Information given START

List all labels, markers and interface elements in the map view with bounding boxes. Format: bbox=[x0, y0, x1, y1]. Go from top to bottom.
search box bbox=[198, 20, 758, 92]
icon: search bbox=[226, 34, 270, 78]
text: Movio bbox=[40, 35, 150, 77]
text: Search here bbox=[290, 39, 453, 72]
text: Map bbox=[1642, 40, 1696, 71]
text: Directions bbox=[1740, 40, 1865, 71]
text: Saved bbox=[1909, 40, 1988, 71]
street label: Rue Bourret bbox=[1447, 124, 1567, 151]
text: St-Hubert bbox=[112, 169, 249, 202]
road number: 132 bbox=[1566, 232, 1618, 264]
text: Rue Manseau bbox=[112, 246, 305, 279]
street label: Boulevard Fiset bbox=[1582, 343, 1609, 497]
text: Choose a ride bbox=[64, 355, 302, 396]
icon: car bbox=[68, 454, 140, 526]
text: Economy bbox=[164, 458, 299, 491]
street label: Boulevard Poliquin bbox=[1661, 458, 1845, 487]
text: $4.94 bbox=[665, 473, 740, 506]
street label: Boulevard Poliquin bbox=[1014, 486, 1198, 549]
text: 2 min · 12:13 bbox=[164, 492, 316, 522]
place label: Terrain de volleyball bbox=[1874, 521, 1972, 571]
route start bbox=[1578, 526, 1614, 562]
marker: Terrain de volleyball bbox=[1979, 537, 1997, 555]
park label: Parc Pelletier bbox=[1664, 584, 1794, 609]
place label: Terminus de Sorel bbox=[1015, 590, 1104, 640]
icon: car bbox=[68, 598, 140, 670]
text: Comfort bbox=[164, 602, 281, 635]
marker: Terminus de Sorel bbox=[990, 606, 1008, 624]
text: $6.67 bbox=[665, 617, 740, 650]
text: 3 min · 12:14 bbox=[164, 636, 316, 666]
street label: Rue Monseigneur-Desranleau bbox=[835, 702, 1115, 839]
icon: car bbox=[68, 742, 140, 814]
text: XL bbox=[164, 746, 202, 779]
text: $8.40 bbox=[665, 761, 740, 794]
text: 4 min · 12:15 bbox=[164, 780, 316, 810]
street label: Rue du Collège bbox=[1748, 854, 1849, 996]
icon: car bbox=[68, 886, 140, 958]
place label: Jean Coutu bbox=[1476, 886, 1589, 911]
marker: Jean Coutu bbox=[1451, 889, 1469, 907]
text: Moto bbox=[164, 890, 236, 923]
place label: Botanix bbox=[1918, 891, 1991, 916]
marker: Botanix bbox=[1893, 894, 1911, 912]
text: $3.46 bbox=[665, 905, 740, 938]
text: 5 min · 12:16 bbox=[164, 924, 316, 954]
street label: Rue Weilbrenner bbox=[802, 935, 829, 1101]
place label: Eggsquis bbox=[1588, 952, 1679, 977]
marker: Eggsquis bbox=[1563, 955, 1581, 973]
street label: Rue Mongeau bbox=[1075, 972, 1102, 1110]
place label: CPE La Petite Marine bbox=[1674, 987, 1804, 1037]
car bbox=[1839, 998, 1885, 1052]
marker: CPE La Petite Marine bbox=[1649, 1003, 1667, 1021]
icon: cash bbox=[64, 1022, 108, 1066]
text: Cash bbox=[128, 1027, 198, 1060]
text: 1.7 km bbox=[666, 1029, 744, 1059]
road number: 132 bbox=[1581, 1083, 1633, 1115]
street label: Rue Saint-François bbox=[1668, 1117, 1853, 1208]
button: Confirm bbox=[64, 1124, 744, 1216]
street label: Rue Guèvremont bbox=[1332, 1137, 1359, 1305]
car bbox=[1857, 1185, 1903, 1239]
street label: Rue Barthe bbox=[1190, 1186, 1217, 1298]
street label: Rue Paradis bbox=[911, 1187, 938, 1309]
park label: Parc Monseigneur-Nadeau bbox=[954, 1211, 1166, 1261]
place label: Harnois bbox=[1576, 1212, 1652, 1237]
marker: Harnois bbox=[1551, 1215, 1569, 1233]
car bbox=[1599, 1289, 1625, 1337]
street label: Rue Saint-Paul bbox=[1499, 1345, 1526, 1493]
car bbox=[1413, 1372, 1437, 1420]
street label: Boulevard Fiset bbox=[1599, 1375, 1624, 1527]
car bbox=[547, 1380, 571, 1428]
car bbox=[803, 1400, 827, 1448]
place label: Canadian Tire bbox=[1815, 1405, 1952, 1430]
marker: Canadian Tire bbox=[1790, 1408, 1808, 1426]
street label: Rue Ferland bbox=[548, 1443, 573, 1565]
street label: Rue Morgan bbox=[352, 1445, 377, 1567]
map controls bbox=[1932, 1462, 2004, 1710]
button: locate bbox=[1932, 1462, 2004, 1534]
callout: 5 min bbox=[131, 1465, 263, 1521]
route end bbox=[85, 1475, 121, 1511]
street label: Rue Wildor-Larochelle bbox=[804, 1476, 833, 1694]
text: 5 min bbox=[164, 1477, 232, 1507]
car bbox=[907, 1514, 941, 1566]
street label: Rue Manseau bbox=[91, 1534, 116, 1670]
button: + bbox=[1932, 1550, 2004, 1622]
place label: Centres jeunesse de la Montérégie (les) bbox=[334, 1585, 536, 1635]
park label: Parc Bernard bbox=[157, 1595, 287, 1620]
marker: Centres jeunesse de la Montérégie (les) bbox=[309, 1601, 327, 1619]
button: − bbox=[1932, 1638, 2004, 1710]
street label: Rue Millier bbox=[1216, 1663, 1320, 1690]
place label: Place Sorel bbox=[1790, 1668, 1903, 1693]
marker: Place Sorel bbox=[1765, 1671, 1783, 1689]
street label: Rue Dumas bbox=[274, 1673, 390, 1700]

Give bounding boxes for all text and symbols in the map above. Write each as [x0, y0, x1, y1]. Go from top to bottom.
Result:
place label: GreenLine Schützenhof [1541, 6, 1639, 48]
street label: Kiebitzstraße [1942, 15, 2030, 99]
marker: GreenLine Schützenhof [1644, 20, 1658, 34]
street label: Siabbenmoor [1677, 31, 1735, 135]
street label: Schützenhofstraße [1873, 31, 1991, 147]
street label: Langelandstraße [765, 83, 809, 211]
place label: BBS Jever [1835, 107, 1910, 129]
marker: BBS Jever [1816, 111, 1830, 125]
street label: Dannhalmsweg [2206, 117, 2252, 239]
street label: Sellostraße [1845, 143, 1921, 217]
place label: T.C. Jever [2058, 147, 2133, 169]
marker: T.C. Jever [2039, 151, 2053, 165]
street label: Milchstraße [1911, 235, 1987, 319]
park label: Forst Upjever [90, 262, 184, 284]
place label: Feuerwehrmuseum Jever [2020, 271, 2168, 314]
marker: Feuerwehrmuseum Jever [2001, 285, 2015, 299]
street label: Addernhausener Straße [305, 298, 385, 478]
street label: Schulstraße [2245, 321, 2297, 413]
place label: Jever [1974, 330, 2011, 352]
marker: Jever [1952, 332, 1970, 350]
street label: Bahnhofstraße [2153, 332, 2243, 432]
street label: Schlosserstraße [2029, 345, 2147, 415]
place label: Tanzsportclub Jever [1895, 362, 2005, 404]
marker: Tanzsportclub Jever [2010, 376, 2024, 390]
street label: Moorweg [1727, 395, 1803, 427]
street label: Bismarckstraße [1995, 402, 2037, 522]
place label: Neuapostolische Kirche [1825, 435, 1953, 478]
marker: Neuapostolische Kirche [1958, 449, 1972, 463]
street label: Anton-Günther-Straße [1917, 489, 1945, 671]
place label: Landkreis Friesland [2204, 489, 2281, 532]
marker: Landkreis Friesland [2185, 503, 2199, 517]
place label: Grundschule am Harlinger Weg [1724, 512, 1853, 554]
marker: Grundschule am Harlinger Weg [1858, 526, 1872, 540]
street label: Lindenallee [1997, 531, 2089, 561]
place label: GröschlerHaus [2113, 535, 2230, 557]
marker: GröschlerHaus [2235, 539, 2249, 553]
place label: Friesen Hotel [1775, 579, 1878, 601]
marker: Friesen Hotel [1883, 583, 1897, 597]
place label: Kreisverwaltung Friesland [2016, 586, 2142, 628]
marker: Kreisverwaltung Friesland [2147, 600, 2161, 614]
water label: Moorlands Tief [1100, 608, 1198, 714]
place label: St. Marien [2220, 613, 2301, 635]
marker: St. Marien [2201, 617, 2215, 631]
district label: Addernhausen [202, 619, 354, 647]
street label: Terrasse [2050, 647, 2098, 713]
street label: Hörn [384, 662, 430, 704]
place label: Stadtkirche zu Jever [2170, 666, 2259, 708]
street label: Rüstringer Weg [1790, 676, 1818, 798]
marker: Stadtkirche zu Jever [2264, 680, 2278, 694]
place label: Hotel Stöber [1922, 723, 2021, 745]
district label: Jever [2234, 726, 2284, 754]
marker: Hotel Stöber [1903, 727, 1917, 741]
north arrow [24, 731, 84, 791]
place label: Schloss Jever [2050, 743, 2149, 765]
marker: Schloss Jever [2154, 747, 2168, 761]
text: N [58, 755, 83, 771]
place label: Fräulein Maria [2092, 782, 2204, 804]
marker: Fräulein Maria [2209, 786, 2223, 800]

Information given END

**What the exercise asks**. Go through the listing above line by line and state how many lines include the string "Marine". Write only the number.

**The answer**. 2